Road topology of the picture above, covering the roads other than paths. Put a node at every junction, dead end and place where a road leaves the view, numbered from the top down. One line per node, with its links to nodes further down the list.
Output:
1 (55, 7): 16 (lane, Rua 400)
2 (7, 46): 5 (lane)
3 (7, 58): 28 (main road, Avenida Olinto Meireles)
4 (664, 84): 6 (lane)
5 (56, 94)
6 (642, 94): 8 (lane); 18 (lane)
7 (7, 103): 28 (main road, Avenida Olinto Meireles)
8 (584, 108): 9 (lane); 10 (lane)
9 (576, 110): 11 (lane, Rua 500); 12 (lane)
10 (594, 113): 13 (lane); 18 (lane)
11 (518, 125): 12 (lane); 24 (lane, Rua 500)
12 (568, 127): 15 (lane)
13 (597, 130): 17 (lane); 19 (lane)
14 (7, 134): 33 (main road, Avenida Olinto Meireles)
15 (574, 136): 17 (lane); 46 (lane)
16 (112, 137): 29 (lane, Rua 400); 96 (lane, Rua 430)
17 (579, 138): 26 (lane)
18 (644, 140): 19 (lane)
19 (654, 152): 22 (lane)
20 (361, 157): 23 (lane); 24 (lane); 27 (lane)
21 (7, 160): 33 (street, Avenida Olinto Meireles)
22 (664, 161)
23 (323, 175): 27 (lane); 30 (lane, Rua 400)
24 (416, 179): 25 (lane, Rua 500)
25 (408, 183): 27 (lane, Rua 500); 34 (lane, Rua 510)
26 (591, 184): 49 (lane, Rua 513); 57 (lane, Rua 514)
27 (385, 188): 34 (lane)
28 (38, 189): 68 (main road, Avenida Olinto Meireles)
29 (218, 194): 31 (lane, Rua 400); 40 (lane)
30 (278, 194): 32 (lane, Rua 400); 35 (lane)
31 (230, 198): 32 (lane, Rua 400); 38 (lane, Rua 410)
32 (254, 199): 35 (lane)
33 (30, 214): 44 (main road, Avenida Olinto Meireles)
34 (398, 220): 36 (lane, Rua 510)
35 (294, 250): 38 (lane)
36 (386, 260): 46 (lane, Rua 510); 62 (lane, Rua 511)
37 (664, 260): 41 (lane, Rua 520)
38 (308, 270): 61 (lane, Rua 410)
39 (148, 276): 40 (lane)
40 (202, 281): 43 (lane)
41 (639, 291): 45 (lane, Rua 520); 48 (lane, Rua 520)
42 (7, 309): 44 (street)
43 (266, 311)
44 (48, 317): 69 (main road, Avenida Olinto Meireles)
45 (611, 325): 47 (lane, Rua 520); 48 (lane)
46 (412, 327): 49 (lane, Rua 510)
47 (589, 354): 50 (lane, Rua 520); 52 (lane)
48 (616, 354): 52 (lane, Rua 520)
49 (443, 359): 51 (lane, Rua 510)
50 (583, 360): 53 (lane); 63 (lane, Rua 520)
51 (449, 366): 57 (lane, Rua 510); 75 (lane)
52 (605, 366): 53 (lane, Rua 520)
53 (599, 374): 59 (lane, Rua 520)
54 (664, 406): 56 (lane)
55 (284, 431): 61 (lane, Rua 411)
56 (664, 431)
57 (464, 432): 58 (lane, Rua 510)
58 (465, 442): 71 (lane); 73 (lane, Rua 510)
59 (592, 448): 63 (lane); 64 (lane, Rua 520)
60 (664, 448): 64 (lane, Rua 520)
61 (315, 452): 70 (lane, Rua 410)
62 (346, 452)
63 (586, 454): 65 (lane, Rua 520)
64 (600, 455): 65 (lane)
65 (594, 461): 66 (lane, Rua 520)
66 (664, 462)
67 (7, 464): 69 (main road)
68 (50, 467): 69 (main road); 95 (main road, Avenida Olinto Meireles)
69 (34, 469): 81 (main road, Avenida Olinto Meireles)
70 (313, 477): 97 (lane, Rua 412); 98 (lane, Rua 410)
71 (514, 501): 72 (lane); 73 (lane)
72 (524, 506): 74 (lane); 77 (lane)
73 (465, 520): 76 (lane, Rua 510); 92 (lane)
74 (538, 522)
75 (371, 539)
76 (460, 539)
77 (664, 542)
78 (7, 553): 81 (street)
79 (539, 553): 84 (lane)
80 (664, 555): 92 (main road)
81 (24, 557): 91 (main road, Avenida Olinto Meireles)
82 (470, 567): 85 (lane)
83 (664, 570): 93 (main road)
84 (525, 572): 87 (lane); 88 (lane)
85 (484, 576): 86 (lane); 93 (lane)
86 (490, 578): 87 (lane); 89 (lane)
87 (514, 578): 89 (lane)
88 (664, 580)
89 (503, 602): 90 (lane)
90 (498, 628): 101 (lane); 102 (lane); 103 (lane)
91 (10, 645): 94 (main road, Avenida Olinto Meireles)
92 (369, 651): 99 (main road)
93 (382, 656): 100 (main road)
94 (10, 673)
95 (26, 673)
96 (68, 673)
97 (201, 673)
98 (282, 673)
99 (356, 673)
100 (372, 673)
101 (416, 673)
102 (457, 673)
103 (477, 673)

§ Aim of the exercise
Go through the listing above and copy each line that contains "Avenida".

§ Exercise solution
3 (7, 58): 28 (main road, Avenida Olinto Meireles)
7 (7, 103): 28 (main road, Avenida Olinto Meireles)
14 (7, 134): 33 (main road, Avenida Olinto Meireles)
21 (7, 160): 33 (street, Avenida Olinto Meireles)
28 (38, 189): 68 (main road, Avenida Olinto Meireles)
33 (30, 214): 44 (main road, Avenida Olinto Meireles)
44 (48, 317): 69 (main road, Avenida Olinto Meireles)
68 (50, 467): 69 (main road); 95 (main road, Avenida Olinto Meireles)
69 (34, 469): 81 (main road, Avenida Olinto Meireles)
81 (24, 557): 91 (main road, Avenida Olinto Meireles)
91 (10, 645): 94 (main road, Avenida Olinto Meireles)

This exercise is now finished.